If this approach to publishing might sound a bit fragmented (which, in a sense, it is), the photography is as well. The pictures are their own little planets, minute observations of things (or people) that nobody else would pay much attention to. Grander narratives are absent, as are, obviously, “projects”. This is not the time and space to dive into the idea of projects and what might be gained from them. That said, Benge’s work demonstrates that there exists another mode, where individual pictures are not supposed to add up to more than the photographer’s overall vision. Admittedly, this can be a lot.
Making singular observations with your camera, instead of working within the confines of projects, comes with advantages and disadvantages. Being untethered allows a photographer to follow her or his whims, her or his photographic sensibility. But there also is a lot less guidance, and while individual images might excel, seen as a whole, will they add up to more? And if yes, how so? In what ways?
To produce a book, say, or a project out of singular observations is close to working along the lines of those mining archives. There is raw material that has no larger meaning attached to it, and it can thus be selected and shaped into a larger, coherent whole. Benge has used this approach in the past, and he makes use of it again with The Traveller.
The book does not only look autobiographical, it also feels that way. The former will be obvious to even the casual viewer, given the use of photobooth or passport pictures that have dates next to them. The earliest is from 2004, the latest from 2015. These pictures provide a repetition of sorts, a variation on a theme, a face slowly ageing.
This particular device is used not only for these portraits, there are variations on different themes. There is, in particular, the theme of a female nude, pictures of a young woman (or possibly different women), depicted lying prone on her (their) back(s), the frame cutting the full figure somewhere on the upper thighs and just below the chin. For me, the particular framing intrigues and disturbs me at the same time: who are these faceless women turned into objects of male desire here? And these pictures need to be seen against the (clothed) portraits of other (or the same?) women, all of which confront the camera (and the man behind it) quite assertively.
Add to this mix a smattering of other, more singular observations, and you arrive at a photographic autobiography of sorts that is as puzzling as the life of this particular individual must have felt at the time when the pictures were made. Life is, after all, a big puzzle, whether we have our glorious five-year plans or not. We can attempt to produce a coherent picture only in retrospect, a picture that might or might not have found its place in such a plan.

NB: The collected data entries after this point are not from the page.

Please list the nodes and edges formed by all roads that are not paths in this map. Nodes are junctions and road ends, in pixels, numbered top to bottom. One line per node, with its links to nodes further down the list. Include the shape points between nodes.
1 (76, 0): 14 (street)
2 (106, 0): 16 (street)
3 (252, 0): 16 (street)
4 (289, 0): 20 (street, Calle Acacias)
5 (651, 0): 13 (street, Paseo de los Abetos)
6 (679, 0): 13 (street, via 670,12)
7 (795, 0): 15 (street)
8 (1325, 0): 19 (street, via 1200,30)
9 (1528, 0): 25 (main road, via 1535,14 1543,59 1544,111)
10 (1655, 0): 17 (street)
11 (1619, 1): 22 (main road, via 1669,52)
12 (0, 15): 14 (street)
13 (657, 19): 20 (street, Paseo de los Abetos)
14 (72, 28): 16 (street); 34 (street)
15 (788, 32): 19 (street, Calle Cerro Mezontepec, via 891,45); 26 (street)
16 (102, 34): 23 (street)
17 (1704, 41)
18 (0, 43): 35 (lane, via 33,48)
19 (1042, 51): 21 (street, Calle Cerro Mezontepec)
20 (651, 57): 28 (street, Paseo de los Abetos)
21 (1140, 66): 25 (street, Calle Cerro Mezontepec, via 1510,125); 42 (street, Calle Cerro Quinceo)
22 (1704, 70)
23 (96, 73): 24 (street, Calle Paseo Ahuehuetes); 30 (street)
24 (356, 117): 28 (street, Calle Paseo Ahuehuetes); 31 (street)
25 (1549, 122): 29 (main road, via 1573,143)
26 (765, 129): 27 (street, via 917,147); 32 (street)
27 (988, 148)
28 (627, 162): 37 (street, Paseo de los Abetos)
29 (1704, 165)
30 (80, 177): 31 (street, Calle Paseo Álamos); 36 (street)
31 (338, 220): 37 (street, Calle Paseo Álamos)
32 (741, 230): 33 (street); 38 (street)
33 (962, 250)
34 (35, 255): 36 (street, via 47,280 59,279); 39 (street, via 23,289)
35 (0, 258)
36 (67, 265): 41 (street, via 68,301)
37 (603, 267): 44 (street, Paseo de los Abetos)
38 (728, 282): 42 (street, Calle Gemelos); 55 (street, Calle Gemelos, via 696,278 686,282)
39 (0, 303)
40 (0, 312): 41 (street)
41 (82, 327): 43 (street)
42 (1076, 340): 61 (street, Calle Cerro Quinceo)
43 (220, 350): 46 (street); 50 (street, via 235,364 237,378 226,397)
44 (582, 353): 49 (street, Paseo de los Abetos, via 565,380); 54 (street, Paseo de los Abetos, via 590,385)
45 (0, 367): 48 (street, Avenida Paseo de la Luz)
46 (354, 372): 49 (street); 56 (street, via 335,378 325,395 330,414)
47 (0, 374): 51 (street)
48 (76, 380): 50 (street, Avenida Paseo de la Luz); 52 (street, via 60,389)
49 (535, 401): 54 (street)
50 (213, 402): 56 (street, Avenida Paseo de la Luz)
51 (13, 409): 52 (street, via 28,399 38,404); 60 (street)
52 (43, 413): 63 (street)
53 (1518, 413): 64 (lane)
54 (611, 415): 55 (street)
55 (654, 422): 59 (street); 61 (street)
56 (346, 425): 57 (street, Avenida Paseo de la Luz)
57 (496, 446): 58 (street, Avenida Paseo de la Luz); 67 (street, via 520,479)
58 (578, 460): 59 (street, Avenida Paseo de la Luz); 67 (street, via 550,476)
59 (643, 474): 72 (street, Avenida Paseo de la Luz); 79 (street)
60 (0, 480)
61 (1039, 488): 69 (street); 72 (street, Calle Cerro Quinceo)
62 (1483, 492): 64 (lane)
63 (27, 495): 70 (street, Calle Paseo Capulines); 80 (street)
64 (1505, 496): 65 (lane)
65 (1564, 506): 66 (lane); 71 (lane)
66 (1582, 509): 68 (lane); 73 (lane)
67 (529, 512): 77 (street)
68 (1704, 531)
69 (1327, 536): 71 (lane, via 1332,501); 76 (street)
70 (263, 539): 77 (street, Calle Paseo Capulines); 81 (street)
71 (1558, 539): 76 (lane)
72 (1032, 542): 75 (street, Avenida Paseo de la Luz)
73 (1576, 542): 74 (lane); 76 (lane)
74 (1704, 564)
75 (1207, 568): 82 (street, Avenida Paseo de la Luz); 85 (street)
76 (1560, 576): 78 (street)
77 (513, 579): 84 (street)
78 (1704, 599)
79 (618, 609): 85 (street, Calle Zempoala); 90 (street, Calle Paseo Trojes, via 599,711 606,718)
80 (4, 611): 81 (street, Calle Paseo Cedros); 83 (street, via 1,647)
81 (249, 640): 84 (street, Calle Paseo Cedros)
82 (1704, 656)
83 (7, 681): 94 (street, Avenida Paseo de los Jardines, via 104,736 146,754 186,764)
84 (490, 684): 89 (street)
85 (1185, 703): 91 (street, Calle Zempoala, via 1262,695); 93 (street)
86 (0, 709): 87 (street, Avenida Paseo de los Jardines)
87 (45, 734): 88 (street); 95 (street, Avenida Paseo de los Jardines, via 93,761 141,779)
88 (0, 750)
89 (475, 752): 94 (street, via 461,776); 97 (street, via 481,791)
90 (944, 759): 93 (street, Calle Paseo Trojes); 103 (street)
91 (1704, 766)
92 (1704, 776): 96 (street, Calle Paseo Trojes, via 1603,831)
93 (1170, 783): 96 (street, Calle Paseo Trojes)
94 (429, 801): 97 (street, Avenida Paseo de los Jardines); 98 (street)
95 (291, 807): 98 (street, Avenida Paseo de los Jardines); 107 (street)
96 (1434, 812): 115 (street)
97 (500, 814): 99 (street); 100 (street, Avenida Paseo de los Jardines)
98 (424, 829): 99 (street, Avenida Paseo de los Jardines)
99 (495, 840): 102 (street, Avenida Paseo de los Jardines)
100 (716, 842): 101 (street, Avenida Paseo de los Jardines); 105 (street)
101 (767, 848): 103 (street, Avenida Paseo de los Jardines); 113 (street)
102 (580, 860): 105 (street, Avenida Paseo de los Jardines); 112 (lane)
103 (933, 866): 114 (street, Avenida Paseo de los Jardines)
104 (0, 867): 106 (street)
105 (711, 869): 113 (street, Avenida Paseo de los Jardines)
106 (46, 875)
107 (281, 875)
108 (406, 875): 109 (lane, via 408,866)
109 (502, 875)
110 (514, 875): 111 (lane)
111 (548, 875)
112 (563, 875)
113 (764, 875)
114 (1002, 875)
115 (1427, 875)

And which autobiography isn’t also fictional? Aren’t the stories we’re telling ourselves (and others) about the things that happened to us, the combination of which amounts to our life story, also fictional, with omissions, whether conscious or not, playing a major role? We don’t remember some things because we can’t, or because we don’t want to, and we might even remember things that never happened.
The Traveller; photographs Harvey Benge; 96 pages; Dewi Lewis; 2016
Rating: Photography 3.0, Book Concept 4.0, Edit 3.0, Production 4.0 – Overall 3.5
(ratings explained here)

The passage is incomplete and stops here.